[Saved data entries]
++++++++

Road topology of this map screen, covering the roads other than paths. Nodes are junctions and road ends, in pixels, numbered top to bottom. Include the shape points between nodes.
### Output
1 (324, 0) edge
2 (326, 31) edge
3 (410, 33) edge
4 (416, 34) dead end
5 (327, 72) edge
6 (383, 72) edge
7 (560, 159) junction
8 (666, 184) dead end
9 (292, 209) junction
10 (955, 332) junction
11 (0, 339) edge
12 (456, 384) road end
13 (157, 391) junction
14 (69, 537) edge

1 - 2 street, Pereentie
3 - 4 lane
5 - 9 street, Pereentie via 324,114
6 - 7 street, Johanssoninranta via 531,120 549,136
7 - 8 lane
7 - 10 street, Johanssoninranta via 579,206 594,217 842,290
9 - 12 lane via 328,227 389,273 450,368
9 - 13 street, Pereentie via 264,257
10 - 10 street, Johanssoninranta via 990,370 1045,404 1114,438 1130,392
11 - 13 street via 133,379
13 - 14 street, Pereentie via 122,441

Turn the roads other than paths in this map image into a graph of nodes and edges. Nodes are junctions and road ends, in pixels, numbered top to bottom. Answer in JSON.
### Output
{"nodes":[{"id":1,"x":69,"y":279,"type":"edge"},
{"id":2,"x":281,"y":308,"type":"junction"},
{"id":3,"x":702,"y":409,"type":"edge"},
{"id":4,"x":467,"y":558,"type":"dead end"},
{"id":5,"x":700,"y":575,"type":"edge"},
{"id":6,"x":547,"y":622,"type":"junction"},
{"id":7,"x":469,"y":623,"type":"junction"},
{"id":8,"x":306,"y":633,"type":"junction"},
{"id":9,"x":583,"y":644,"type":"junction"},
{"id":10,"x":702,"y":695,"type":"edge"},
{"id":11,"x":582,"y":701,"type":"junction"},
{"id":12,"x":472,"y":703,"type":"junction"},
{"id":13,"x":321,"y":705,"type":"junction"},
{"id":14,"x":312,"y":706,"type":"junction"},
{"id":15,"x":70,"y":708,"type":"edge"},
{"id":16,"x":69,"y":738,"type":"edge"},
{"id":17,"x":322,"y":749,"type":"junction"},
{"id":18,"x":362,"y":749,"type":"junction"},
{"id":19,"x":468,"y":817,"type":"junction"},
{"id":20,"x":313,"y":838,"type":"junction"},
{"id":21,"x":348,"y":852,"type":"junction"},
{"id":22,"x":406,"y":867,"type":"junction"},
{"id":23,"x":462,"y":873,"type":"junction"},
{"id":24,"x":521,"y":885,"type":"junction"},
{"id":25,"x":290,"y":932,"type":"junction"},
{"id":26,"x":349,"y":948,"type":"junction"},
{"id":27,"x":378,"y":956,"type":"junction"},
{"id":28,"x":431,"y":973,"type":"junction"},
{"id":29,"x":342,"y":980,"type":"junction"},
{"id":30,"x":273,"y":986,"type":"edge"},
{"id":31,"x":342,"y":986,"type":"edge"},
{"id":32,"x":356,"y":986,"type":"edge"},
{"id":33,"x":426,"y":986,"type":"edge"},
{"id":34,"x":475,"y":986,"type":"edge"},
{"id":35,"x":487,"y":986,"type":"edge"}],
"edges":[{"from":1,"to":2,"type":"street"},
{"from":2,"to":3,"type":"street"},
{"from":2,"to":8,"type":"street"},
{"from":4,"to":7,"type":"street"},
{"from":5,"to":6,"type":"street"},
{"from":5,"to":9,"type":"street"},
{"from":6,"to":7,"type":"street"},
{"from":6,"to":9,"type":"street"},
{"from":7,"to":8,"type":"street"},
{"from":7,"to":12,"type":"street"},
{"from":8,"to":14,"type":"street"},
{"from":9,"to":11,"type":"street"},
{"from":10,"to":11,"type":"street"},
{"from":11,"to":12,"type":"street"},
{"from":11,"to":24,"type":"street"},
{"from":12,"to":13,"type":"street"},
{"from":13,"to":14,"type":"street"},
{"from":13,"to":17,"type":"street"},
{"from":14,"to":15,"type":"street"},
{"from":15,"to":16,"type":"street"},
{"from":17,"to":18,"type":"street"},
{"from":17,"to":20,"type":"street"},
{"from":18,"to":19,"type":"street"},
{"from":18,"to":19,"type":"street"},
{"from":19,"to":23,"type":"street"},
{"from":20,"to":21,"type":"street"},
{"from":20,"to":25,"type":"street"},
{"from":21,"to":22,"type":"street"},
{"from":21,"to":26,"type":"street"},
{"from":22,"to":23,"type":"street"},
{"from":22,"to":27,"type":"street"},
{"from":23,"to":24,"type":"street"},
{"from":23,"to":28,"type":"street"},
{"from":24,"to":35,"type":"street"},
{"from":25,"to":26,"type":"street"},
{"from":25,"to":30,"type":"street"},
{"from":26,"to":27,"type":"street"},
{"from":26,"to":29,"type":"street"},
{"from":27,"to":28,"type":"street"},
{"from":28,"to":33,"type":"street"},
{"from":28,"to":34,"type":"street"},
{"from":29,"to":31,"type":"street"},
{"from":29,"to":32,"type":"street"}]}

++++++++

Repeat what the records above say. Use their exact words.

Road topology of this map screen, covering the roads other than paths. Nodes are junctions and road ends, in pixels, numbered top to bottom. Include the shape points between nodes.
### Output
1 (324, 0) edge
2 (326, 31) edge
3 (410, 33) edge
4 (416, 34) dead end
5 (327, 72) edge
6 (383, 72) edge
7 (560, 159) junction
8 (666, 184) dead end
9 (292, 209) junction
10 (955, 332) junction
11 (0, 339) edge
12 (456, 384) road end
13 (157, 391) junction
14 (69, 537) edge

1 - 2 street, Pereentie
3 - 4 lane
5 - 9 street, Pereentie via 324,114
6 - 7 street, Johanssoninranta via 531,120 549,136
7 - 8 lane
7 - 10 street, Johanssoninranta via 579,206 594,217 842,290
9 - 12 lane via 328,227 389,273 450,368
9 - 13 street, Pereentie via 264,257
10 - 10 street, Johanssoninranta via 990,370 1045,404 1114,438 1130,392
11 - 13 street via 133,379
13 - 14 street, Pereentie via 122,441

Turn the roads other than paths in this map image into a graph of nodes and edges. Nodes are junctions and road ends, in pixels, numbered top to bottom. Answer in JSON.
### Output
{"nodes":[{"id":1,"x":69,"y":279,"type":"edge"},
{"id":2,"x":281,"y":308,"type":"junction"},
{"id":3,"x":702,"y":409,"type":"edge"},
{"id":4,"x":467,"y":558,"type":"dead end"},
{"id":5,"x":700,"y":575,"type":"edge"},
{"id":6,"x":547,"y":622,"type":"junction"},
{"id":7,"x":469,"y":623,"type":"junction"},
{"id":8,"x":306,"y":633,"type":"junction"},
{"id":9,"x":583,"y":644,"type":"junction"},
{"id":10,"x":702,"y":695,"type":"edge"},
{"id":11,"x":582,"y":701,"type":"junction"},
{"id":12,"x":472,"y":703,"type":"junction"},
{"id":13,"x":321,"y":705,"type":"junction"},
{"id":14,"x":312,"y":706,"type":"junction"},
{"id":15,"x":70,"y":708,"type":"edge"},
{"id":16,"x":69,"y":738,"type":"edge"},
{"id":17,"x":322,"y":749,"type":"junction"},
{"id":18,"x":362,"y":749,"type":"junction"},
{"id":19,"x":468,"y":817,"type":"junction"},
{"id":20,"x":313,"y":838,"type":"junction"},
{"id":21,"x":348,"y":852,"type":"junction"},
{"id":22,"x":406,"y":867,"type":"junction"},
{"id":23,"x":462,"y":873,"type":"junction"},
{"id":24,"x":521,"y":885,"type":"junction"},
{"id":25,"x":290,"y":932,"type":"junction"},
{"id":26,"x":349,"y":948,"type":"junction"},
{"id":27,"x":378,"y":956,"type":"junction"},
{"id":28,"x":431,"y":973,"type":"junction"},
{"id":29,"x":342,"y":980,"type":"junction"},
{"id":30,"x":273,"y":986,"type":"edge"},
{"id":31,"x":342,"y":986,"type":"edge"},
{"id":32,"x":356,"y":986,"type":"edge"},
{"id":33,"x":426,"y":986,"type":"edge"},
{"id":34,"x":475,"y":986,"type":"edge"},
{"id":35,"x":487,"y":986,"type":"edge"}],
"edges":[{"from":1,"to":2,"type":"street"},
{"from":2,"to":3,"type":"street"},
{"from":2,"to":8,"type":"street"},
{"from":4,"to":7,"type":"street"},
{"from":5,"to":6,"type":"street"},
{"from":5,"to":9,"type":"street"},
{"from":6,"to":7,"type":"street"},
{"from":6,"to":9,"type":"street"},
{"from":7,"to":8,"type":"street"},
{"from":7,"to":12,"type":"street"},
{"from":8,"to":14,"type":"street"},
{"from":9,"to":11,"type":"street"},
{"from":10,"to":11,"type":"street"},
{"from":11,"to":12,"type":"street"},
{"from":11,"to":24,"type":"street"},
{"from":12,"to":13,"type":"street"},
{"from":13,"to":14,"type":"street"},
{"from":13,"to":17,"type":"street"},
{"from":14,"to":15,"type":"street"},
{"from":15,"to":16,"type":"street"},
{"from":17,"to":18,"type":"street"},
{"from":17,"to":20,"type":"street"},
{"from":18,"to":19,"type":"street"},
{"from":18,"to":19,"type":"street"},
{"from":19,"to":23,"type":"street"},
{"from":20,"to":21,"type":"street"},
{"from":20,"to":25,"type":"street"},
{"from":21,"to":22,"type":"street"},
{"from":21,"to":26,"type":"street"},
{"from":22,"to":23,"type":"street"},
{"from":22,"to":27,"type":"street"},
{"from":23,"to":24,"type":"street"},
{"from":23,"to":28,"type":"street"},
{"from":24,"to":35,"type":"street"},
{"from":25,"to":26,"type":"street"},
{"from":25,"to":30,"type":"street"},
{"from":26,"to":27,"type":"street"},
{"from":26,"to":29,"type":"street"},
{"from":27,"to":28,"type":"street"},
{"from":28,"to":33,"type":"street"},
{"from":28,"to":34,"type":"street"},
{"from":29,"to":31,"type":"street"},
{"from":29,"to":32,"type":"street"}]}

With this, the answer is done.